■ What is expected
Filter these entries down to lines holding "Jalan".
Dataset records below:
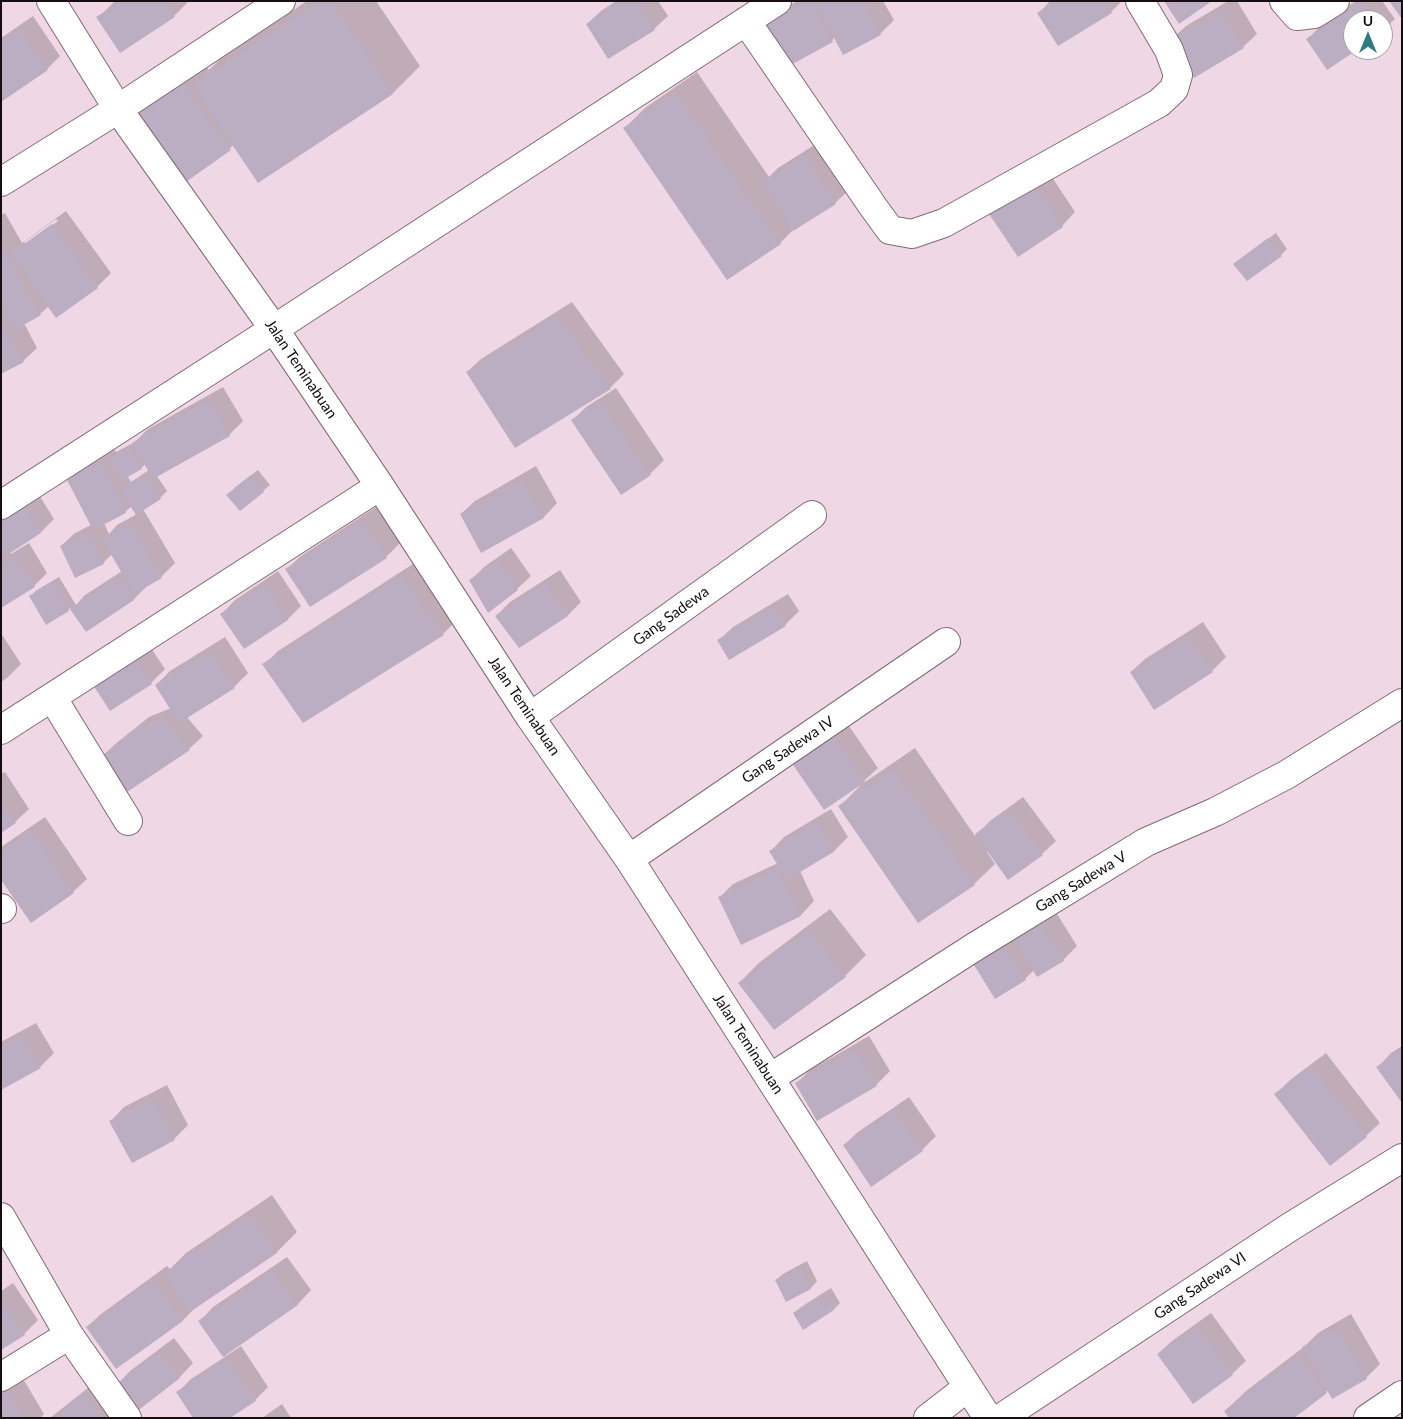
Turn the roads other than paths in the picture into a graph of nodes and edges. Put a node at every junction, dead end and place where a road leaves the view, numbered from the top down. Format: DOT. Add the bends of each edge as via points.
graph roads {
  1 [pos="51,1"];
  2 [pos="281,1"];
  3 [pos="777,1"];
  4 [pos="1140,1"];
  5 [pos="1284,1"];
  6 [pos="1335,1"];
  7 [pos="746,21"];
  8 [pos="118,109"];
  9 [pos="1,182"];
  10 [pos="274,329"];
  11 [pos="380,486"];
  12 [pos="1,505"];
  13 [pos="812,515"];
  14 [pos="946,642"];
  15 [pos="52,697"];
  16 [pos="1402,703"];
  17 [pos="530,717"];
  18 [pos="1,730"];
  19 [pos="128,821"];
  20 [pos="629,859"];
  21 [pos="770,1078"];
  22 [pos="1402,1158"];
  23 [pos="1,1217"];
  24 [pos="69,1335"];
  25 [pos="1,1377"];
  26 [pos="968,1387"];
  27 [pos="1402,1395"];
  28 [pos="127,1418"];
  29 [pos="928,1418"];
  30 [pos="988,1418"];
  31 [pos="1001,1418"];
  32 [pos="1368,1418"];
  1 -- 8 [label="street, Jalan Teminabuan"];
  2 -- 8 [label="street"];
  3 -- 7 [label="street"];
  4 -- 7 [label="street" via="1169,50 1178,76 1174,89 1159,103 944,223 912,234 890,230"];
  5 -- 6 [label="street" via="1297,16 1314,14"];
  7 -- 10 [label="street"];
  8 -- 9 [label="street"];
  8 -- 10 [label="street, Jalan Teminabuan"];
  10 -- 11 [label="street, Jalan Teminabuan"];
  10 -- 12 [label="street"];
  11 -- 15 [label="street"];
  11 -- 17 [label="street, Jalan Teminabuan"];
  13 -- 17 [label="street, Gang Sadewa"];
  14 -- 20 [label="street, Gang Sadewa IV"];
  15 -- 18 [label="street"];
  15 -- 19 [label="street"];
  16 -- 21 [label="street, Gang Sadewa V" via="1286,774 1215,812 1146,842"];
  17 -- 20 [label="street, Jalan Teminabuan"];
  20 -- 21 [label="street, Jalan Teminabuan"];
  21 -- 26 [label="street, Jalan Teminabuan"];
  22 -- 31 [label="street, Gang Sadewa VI" via="1290,1226"];
  23 -- 24 [label="street"];
  24 -- 25 [label="street"];
  24 -- 28 [label="street"];
  26 -- 29 [label="street"];
  26 -- 30 [label="street, Jalan Teminabuan"];
  27 -- 32 [label="street"];
}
End of Dataset records.
■ Answer area
  1 -- 8 [label="street, Jalan Teminabuan"];
  8 -- 10 [label="street, Jalan Teminabuan"];
  10 -- 11 [label="street, Jalan Teminabuan"];
  11 -- 17 [label="street, Jalan Teminabuan"];
  17 -- 20 [label="street, Jalan Teminabuan"];
  20 -- 21 [label="street, Jalan Teminabuan"];
  21 -- 26 [label="street, Jalan Teminabuan"];
  26 -- 30 [label="street, Jalan Teminabuan"];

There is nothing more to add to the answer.